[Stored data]
....
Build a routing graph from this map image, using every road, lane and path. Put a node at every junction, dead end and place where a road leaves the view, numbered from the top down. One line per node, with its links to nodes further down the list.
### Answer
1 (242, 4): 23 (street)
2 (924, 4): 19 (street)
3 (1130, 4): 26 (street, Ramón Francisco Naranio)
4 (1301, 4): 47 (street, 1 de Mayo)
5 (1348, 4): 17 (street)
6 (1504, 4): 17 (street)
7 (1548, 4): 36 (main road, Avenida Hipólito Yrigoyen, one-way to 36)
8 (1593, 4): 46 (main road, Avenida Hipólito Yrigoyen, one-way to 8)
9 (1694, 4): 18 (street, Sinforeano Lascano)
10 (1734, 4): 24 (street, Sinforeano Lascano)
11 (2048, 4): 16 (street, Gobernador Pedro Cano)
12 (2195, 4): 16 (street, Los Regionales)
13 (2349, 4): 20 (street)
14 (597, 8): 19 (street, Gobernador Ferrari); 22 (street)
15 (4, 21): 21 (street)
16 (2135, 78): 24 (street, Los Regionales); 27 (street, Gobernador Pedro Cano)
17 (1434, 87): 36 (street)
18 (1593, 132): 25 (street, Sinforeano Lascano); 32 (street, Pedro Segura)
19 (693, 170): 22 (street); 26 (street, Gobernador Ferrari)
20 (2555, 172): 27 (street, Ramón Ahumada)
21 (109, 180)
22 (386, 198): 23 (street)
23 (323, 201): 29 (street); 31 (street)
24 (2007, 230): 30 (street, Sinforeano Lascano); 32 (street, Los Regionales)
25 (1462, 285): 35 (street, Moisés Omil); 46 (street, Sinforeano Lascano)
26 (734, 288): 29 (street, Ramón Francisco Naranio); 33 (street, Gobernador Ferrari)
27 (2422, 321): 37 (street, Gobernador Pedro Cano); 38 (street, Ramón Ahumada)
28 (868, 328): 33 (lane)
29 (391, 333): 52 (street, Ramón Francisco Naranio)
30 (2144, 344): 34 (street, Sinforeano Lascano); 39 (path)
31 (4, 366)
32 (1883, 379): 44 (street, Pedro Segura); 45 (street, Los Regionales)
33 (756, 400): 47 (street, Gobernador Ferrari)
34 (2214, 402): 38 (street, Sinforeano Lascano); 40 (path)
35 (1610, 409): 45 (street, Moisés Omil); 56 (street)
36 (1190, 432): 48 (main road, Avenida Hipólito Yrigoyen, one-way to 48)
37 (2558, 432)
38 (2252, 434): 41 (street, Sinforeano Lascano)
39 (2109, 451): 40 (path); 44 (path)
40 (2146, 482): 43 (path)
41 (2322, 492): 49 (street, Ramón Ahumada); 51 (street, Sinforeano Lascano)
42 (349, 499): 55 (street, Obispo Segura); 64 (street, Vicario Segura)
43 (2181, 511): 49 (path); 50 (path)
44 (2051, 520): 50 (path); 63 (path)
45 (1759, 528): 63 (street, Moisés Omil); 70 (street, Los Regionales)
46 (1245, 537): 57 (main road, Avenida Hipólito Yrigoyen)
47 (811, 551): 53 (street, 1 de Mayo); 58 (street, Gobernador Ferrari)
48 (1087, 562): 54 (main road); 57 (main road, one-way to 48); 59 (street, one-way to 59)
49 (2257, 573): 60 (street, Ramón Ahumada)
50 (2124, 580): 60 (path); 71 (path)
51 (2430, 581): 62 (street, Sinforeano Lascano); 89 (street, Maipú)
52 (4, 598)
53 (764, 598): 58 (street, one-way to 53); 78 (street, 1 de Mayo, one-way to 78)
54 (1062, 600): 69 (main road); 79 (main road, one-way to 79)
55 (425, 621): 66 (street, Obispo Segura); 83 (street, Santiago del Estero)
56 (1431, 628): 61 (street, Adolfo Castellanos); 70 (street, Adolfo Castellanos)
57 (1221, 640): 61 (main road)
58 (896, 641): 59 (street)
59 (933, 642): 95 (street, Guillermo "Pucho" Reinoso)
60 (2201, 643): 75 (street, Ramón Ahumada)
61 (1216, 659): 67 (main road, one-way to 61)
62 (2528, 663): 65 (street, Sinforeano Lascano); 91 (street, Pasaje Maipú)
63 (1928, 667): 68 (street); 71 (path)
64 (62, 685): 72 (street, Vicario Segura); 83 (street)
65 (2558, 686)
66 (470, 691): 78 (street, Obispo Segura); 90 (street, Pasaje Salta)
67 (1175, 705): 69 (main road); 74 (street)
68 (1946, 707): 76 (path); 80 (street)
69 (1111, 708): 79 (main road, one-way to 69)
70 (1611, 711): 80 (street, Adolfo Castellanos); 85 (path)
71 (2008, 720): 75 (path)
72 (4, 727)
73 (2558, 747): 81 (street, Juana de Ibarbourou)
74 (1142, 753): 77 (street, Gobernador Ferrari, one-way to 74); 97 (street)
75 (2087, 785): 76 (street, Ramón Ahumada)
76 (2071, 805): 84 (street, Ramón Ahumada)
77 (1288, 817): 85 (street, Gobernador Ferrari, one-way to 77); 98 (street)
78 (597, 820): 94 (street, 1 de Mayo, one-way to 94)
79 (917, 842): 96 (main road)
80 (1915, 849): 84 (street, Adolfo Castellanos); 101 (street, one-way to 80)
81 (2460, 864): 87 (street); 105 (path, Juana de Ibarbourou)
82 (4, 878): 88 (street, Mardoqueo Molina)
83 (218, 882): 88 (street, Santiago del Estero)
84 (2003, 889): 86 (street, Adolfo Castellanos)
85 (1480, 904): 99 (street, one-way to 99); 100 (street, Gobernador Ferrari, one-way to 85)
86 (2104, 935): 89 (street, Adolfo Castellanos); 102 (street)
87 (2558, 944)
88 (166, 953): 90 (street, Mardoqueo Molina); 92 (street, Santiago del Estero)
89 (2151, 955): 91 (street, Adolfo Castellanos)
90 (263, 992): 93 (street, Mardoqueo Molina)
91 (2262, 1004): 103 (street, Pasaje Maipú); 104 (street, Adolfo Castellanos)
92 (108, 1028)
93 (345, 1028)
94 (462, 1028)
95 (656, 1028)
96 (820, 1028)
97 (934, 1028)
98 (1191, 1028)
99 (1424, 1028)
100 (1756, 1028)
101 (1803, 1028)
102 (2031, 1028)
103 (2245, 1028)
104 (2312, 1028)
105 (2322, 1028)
....
• Instructions to follow:
If a line contains the word "Mardoqueo", it counts; say how many such lines there are in the data above, and nothing else.

• Finished exercise:
3